[Stored data entries]
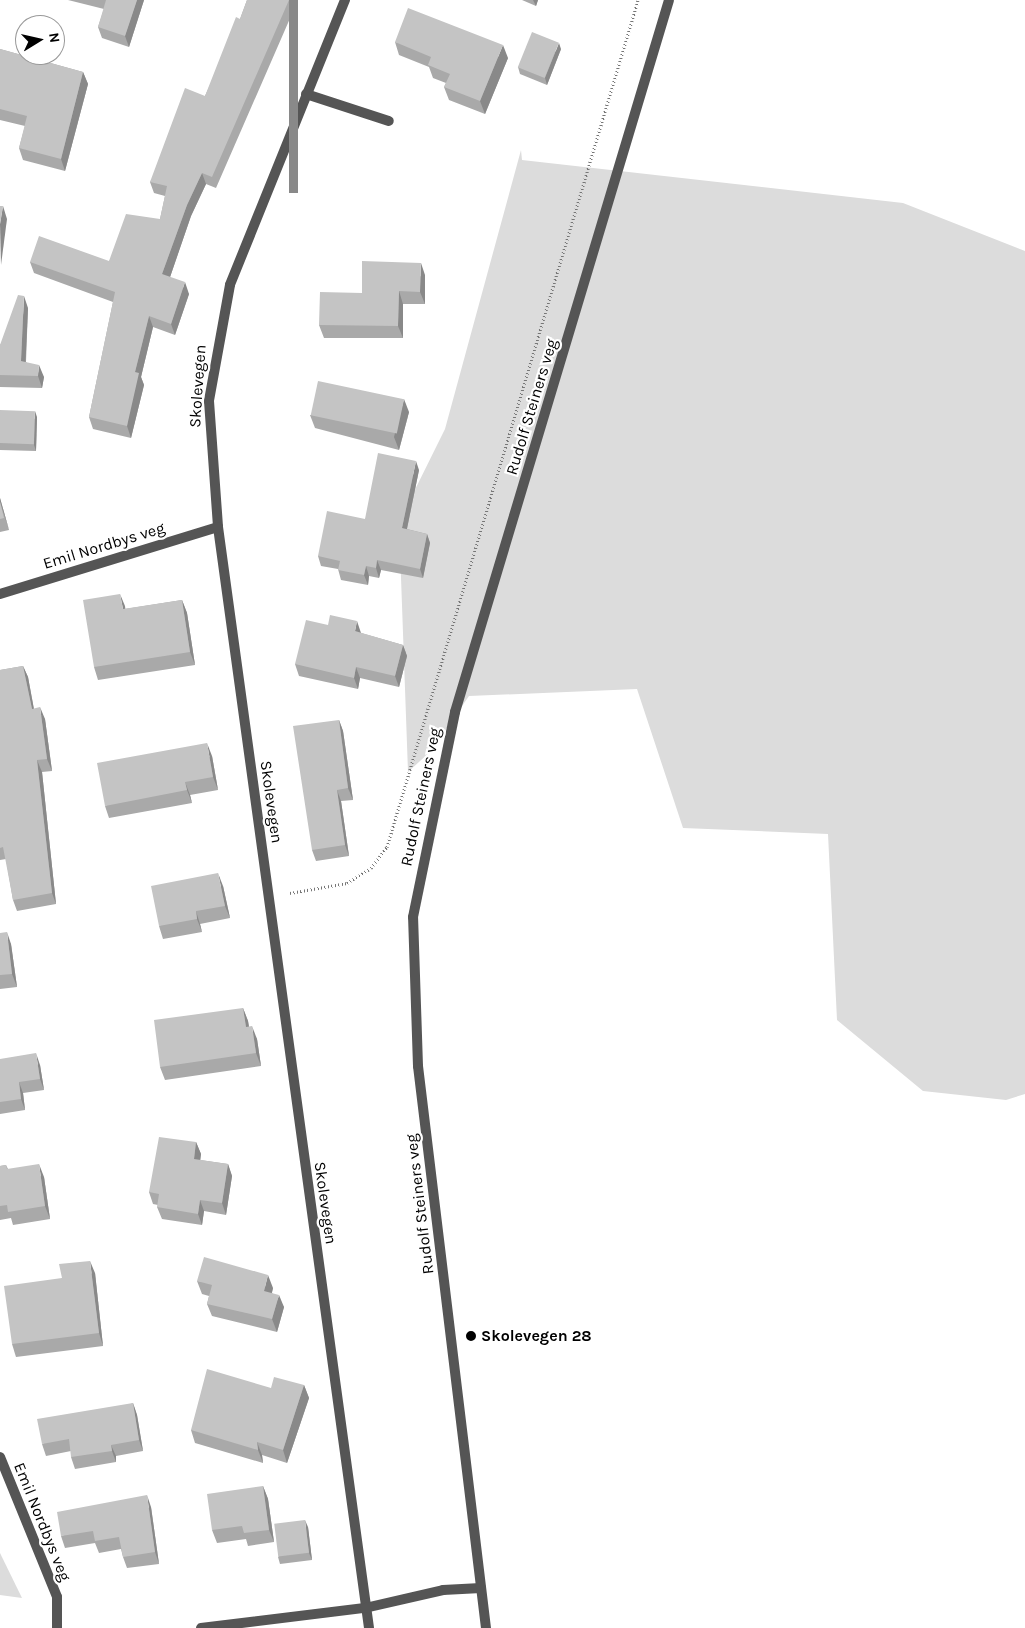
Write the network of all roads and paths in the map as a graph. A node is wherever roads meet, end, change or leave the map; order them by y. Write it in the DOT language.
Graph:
graph roads {
  1 [pos="345,0"];
  2 [pos="638,0"];
  3 [pos="669,0"];
  4 [pos="306,94"];
  5 [pos="390,121"];
  6 [pos="218,527"];
  7 [pos="0,594"];
  8 [pos="268,896"];
  9 [pos="0,1457"];
  10 [pos="481,1588"];
  11 [pos="365,1608"];
  12 [pos="57,1628"];
  13 [pos="201,1628"];
  14 [pos="369,1628"];
  15 [pos="486,1628"];
  1 -- 4 [label="street, Skolevegen"];
  2 -- 8 [label="path"];
  3 -- 10 [label="street, Rudolf Steiners veg"];
  4 -- 5 [label="street"];
  4 -- 6 [label="street, Skolevegen"];
  6 -- 7 [label="street, Emil Nordbys veg"];
  6 -- 8 [label="street, Skolevegen"];
  8 -- 11 [label="street, Skolevegen"];
  9 -- 12 [label="street, Emil Nordbys veg"];
  10 -- 11 [label="street"];
  10 -- 15 [label="street, Rudolf Steiners veg"];
  11 -- 13 [label="street"];
  11 -- 14 [label="street, Skolevegen"];
}
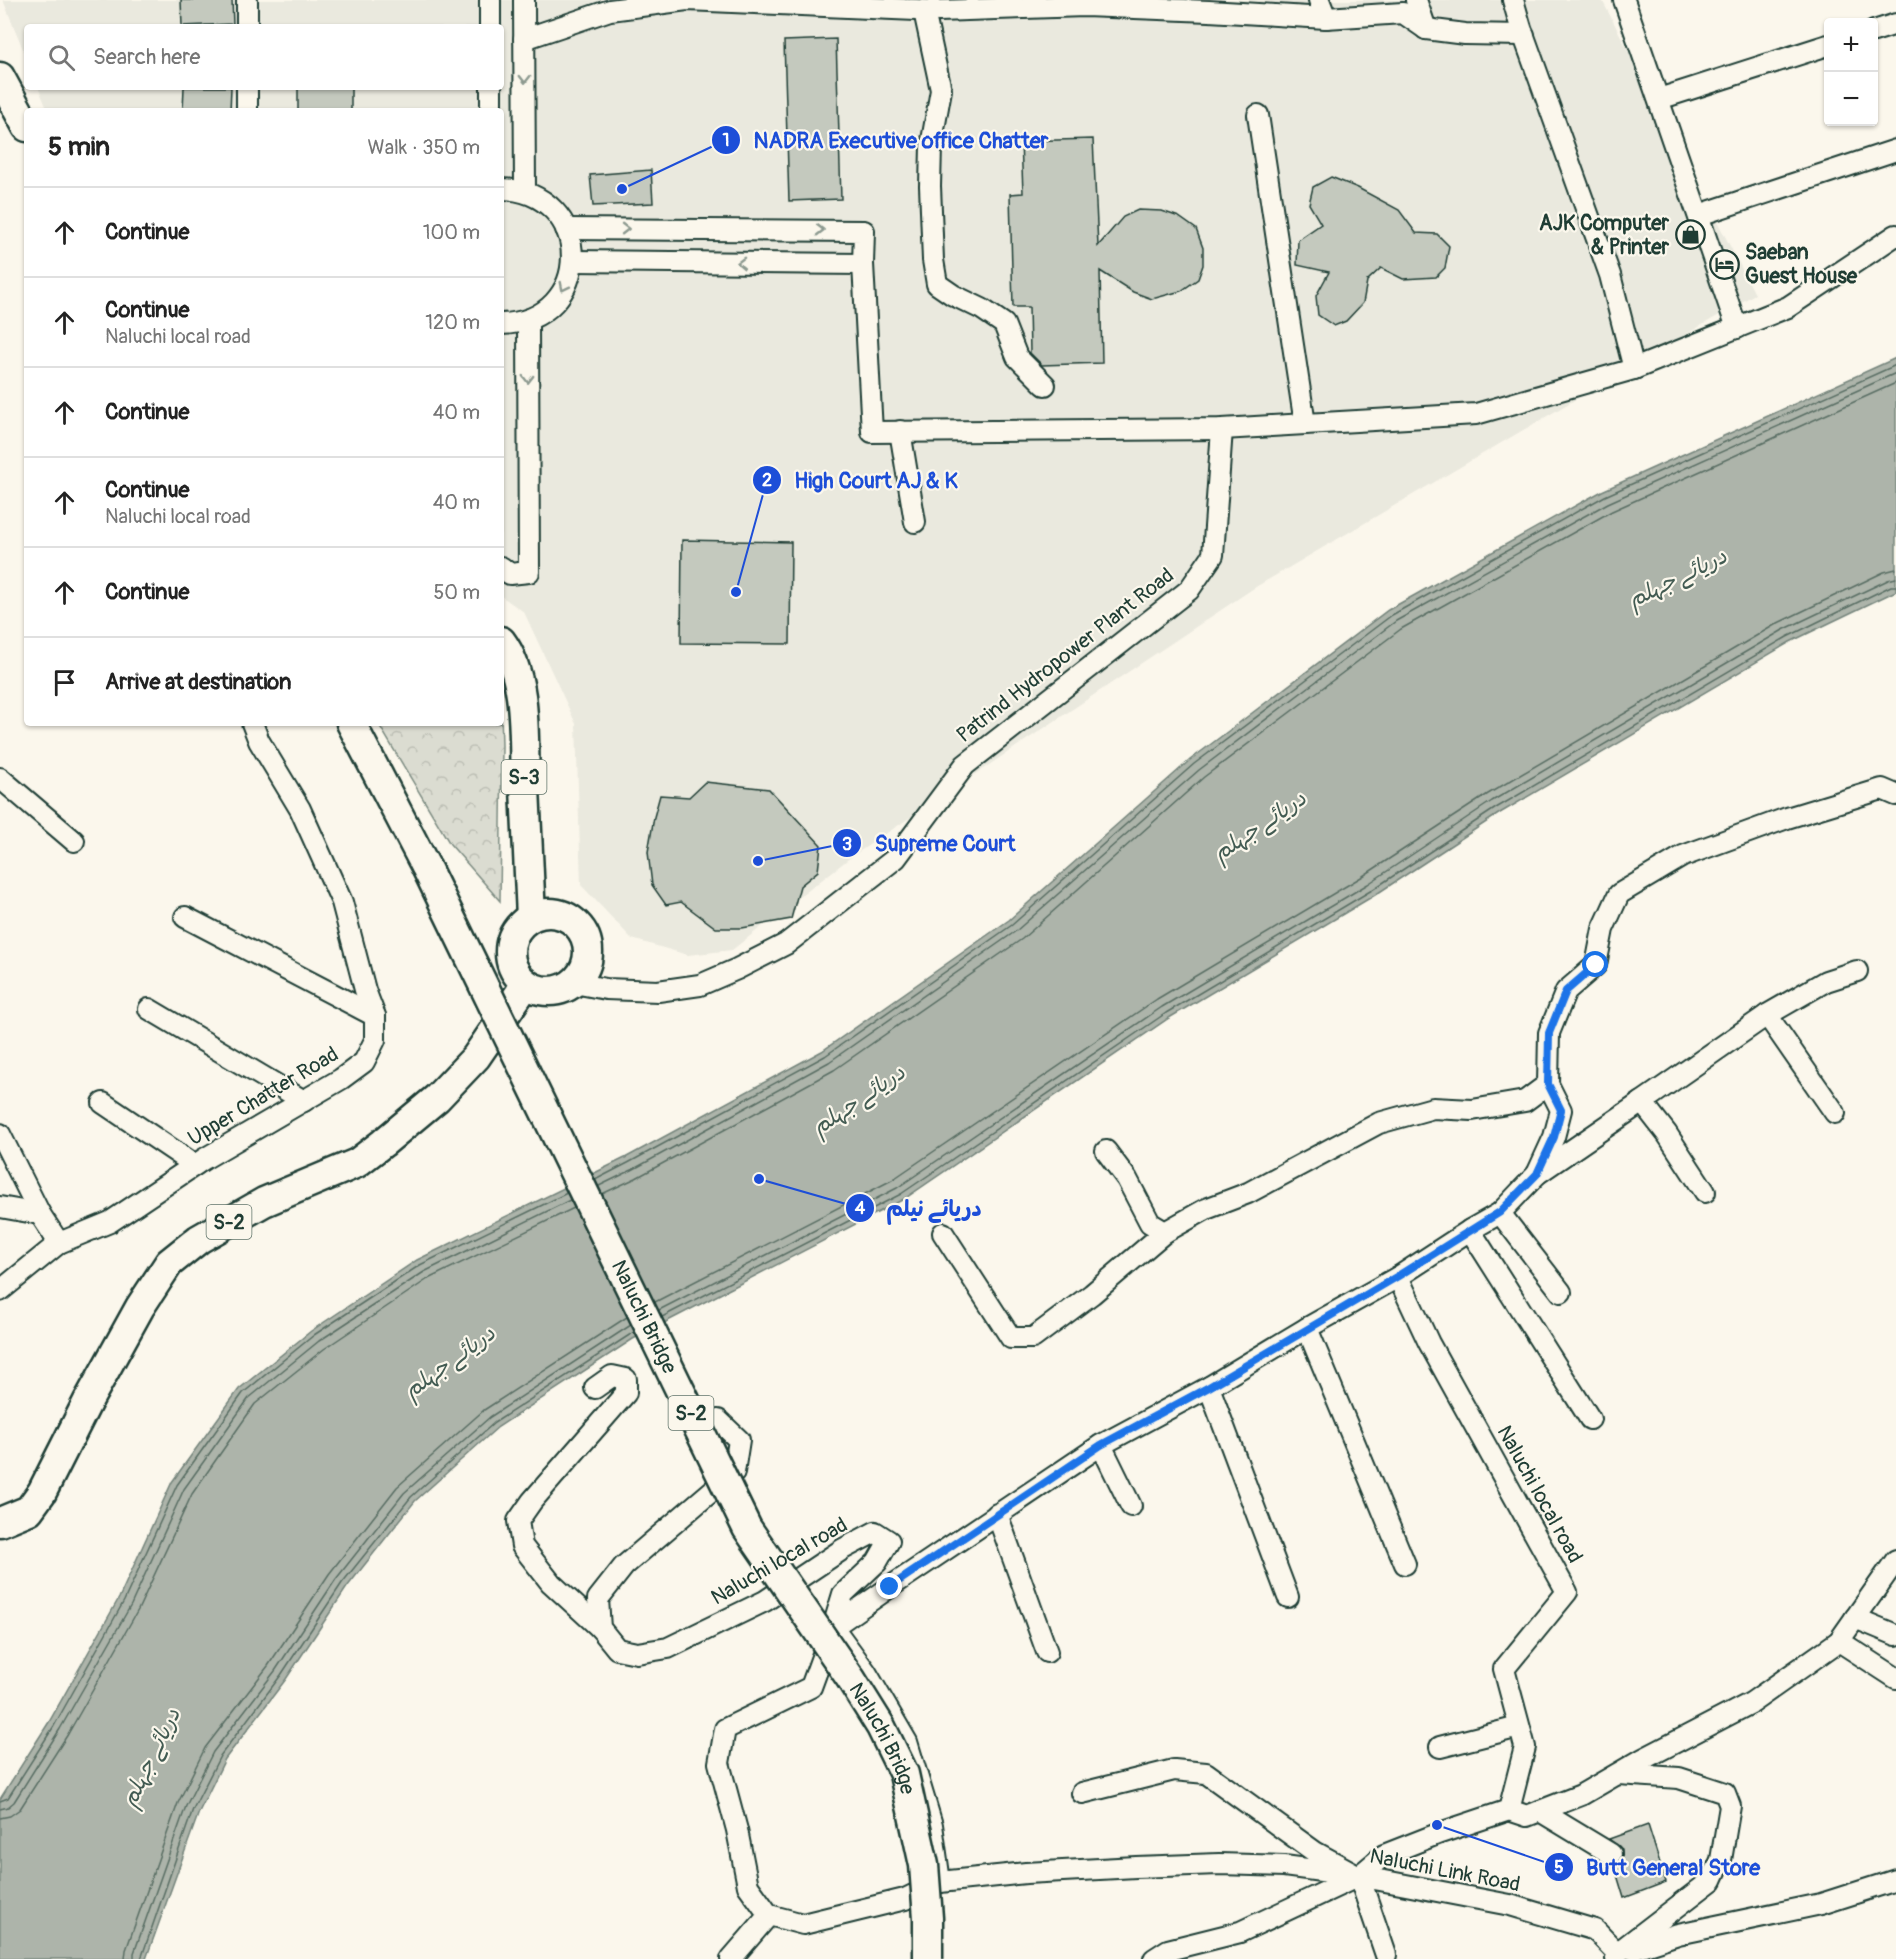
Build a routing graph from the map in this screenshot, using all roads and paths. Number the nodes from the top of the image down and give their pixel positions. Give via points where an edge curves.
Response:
1 (247, 0) edge
2 (490, 0) edge
3 (524, 0) edge
4 (1416, 0) edge
5 (1513, 0) edge
6 (1624, 0) edge
7 (1323, 9) edge
8 (924, 10) junction
9 (247, 24) edge
10 (490, 24) edge
11 (1896, 24) edge
12 (1426, 29) junction
13 (1878, 30) edge
14 (1524, 35) junction
15 (524, 39) junction
16 (1824, 46) edge
17 (0, 77) edge
18 (247, 90) edge
19 (491, 90) edge
20 (1659, 99) junction
21 (247, 108) edge
22 (491, 108) edge
23 (1258, 115) dead end
24 (24, 121) edge
25 (1896, 150) edge
26 (504, 189) edge
27 (525, 192) junction
28 (1699, 215) junction
29 (566, 229) junction
30 (1896, 235) edge
31 (573, 261) junction
32 (863, 264) junction
33 (528, 321) junction
34 (504, 324) edge
35 (1737, 328) junction
36 (1634, 369) junction
37 (1045, 386) dead end
38 (1305, 424) junction
39 (1222, 429) junction
40 (900, 431) junction
41 (915, 522) dead end
42 (504, 569) edge
43 (504, 645) edge
44 (253, 726) edge
45 (353, 726) edge
46 (0, 778) edge
47 (1896, 795) edge
48 (74, 841) dead end
49 (185, 917) dead end
50 (531, 917) junction
51 (1857, 971) dead end
52 (574, 983) junction
53 (526, 984) junction
54 (148, 1009) dead end
55 (1767, 1015) junction
56 (375, 1016) junction
57 (1548, 1084) junction
58 (304, 1101) junction
59 (1642, 1102) junction
60 (103, 1103) dead end
61 (1834, 1113) dead end
62 (0, 1134) edge
63 (1106, 1151) dead end
64 (195, 1165) junction
65 (1537, 1174) junction
66 (1705, 1192) dead end
67 (0, 1207) edge
68 (1500, 1212) junction
69 (40, 1214) junction
70 (1470, 1230) junction
71 (1165, 1232) junction
72 (943, 1233) dead end
73 (59, 1243) junction
74 (1398, 1276) junction
75 (0, 1291) edge
76 (1561, 1292) dead end
77 (1307, 1328) junction
78 (1209, 1387) junction
79 (595, 1388) dead end
80 (1590, 1419) dead end
81 (718, 1420) dead end
82 (1101, 1445) junction
83 (1131, 1506) dead end
84 (997, 1514) junction
85 (0, 1522) edge
86 (1896, 1560) edge
87 (1405, 1564) dead end
88 (1288, 1597) dead end
89 (1855, 1618) junction
90 (833, 1627) junction
91 (600, 1628) junction
92 (1896, 1635) edge
93 (1839, 1641) junction
94 (1047, 1652) dead end
95 (1896, 1678) edge
96 (1519, 1727) junction
97 (1440, 1747) dead end
98 (1618, 1774) junction
99 (1082, 1792) dead end
100 (1509, 1810) junction
101 (1540, 1811) junction
102 (1611, 1854) dead end
103 (1359, 1876) junction
104 (1896, 1880) edge
105 (940, 1882) junction
106 (769, 1915) junction
107 (1386, 1955) dead end
108 (1617, 1956) edge
109 (731, 1959) edge
110 (928, 1959) edge
111 (1154, 1959) edge

1 - 9 street
2 - 10 street
3 - 15 street
4 - 12 street
5 - 14 street
6 - 20 street
7 - 8 street via 1209,11 1085,6
7 - 12 street via 1403,13
8 - 15 street via 687,0 610,10
8 - 37 street via 941,90 931,146 930,186 937,284 1004,324 1017,357
11 - 13 street
12 - 14 street
14 - 36 street via 1610,275
15 -> 27 street
16 - 20 street
17 - 24 highway
18 - 21 street
19 - 22 street
20 - 28 street
23 - 38 street
25 - 28 street
26 - 27 street
27 - 29 street via 545,202
28 - 35 street
29 - 31 street
29 -> 32 street via 864,231
30 - 35 street via 1788,307
32 -> 31 street
31 -> 33 street via 568,283 556,302
32 - 40 street via 872,432
33 - 34 street
33 -> 42 street via 529,572 510,574
35 - 36 street
36 - 38 street via 1476,414
38 - 39 street
39 - 40 street
39 - 52 street, Patrind Hydropower Plant Road via 1213,555 1188,590 965,765 896,858 786,944 700,985 658,991
40 - 41 street
43 - 50 highway, S-3 via 516,674 522,717
44 - 56 street, Upper Chatter Road via 300,809 342,902
45 - 110 highway, Naluchi Bridge / S-2, bridge via 426,867 747,1528 863,1698 904,1774 924,1865
46 - 48 street
47 - 57 street via 1882,789 1787,818 1683,856 1619,894 1603,929 1596,965 1566,991 1549,1033
49 - 56 street
50 - 52 highway via 558,914 580,927 587,938 588,963
50 - 53 highway via 520,925 510,949 511,962
51 - 55 street via 1826,981
52 - 53 highway via 550,992
53 - 85 highway, S-2 via 476,1057 437,1098 383,1143 357,1163 264,1202 198,1239 169,1263 135,1316 42,1492 29,1510
54 - 58 street
55 - 59 street
55 - 61 street
56 - 58 street, Upper Chatter Road via 375,1040 364,1062
57 - 65 street via 1561,1110
57 - 71 street via 1526,1101 1473,1110 1433,1108 1378,1123 1248,1193 1206,1209
58 - 64 street, Upper Chatter Road
59 - 65 street
59 - 66 street
60 - 64 street
62 - 69 street
63 - 71 street via 1150,1223
64 - 73 street, Upper Chatter Road via 110,1222
65 - 68 street
67 - 69 street
68 - 70 street
68 - 76 street
69 - 73 street
70 - 74 street
70 - 80 street
71 - 72 street via 1033,1338 1011,1338
73 - 75 street, Upper Chatter Road
74 - 77 street
74 - 96 street, Naluchi local road via 1429,1343 1567,1592 1504,1669
77 - 78 street
77 - 87 street
78 - 82 street
78 - 88 street
79 - 91 street, Naluchi local road via 612,1376 626,1379 626,1393 518,1521 522,1546 551,1583
81 - 91 street via 739,1440 734,1472 624,1566 598,1599
82 - 83 street
82 - 84 street
84 - 90 street
84 - 94 street
86 - 89 street
89 - 92 street
89 - 93 street
90 - 91 street, Naluchi local road via 843,1594 877,1562 889,1541 875,1532 765,1602 668,1648 637,1653 617,1649
90 - 105 street via 866,1672 907,1742 932,1825
90 - 106 street via 812,1687 725,1729 719,1763 748,1886
93 - 95 street
93 - 98 street via 1751,1703
96 - 97 street
96 - 100 street, Naluchi local road via 1525,1747
98 - 101 street via 1581,1795
98 - 108 street via 1679,1778 1725,1793 1730,1806 1720,1860 1712,1880
99 - 103 street via 1174,1770 1206,1773 1315,1852
100 - 101 street via 1527,1816
100 - 103 street via 1384,1855
101 - 102 street
103 - 105 street via 1284,1866 1219,1864 1026,1873
103 - 107 street
103 - 108 street, Naluchi Link Road via 1510,1905 1595,1930
103 - 111 street, Naluchi Link Road via 1240,1932 1168,1950
104 - 108 street via 1821,1904 1678,1934
105 - 106 street via 905,1899 803,1924
106 - 109 street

What to produce
When you find a line in the records that contains the word "Chatter", copy it.

Response
44 - 56 street, Upper Chatter Road via 300,809 342,902
56 - 58 street, Upper Chatter Road via 375,1040 364,1062
58 - 64 street, Upper Chatter Road
64 - 73 street, Upper Chatter Road via 110,1222
73 - 75 street, Upper Chatter Road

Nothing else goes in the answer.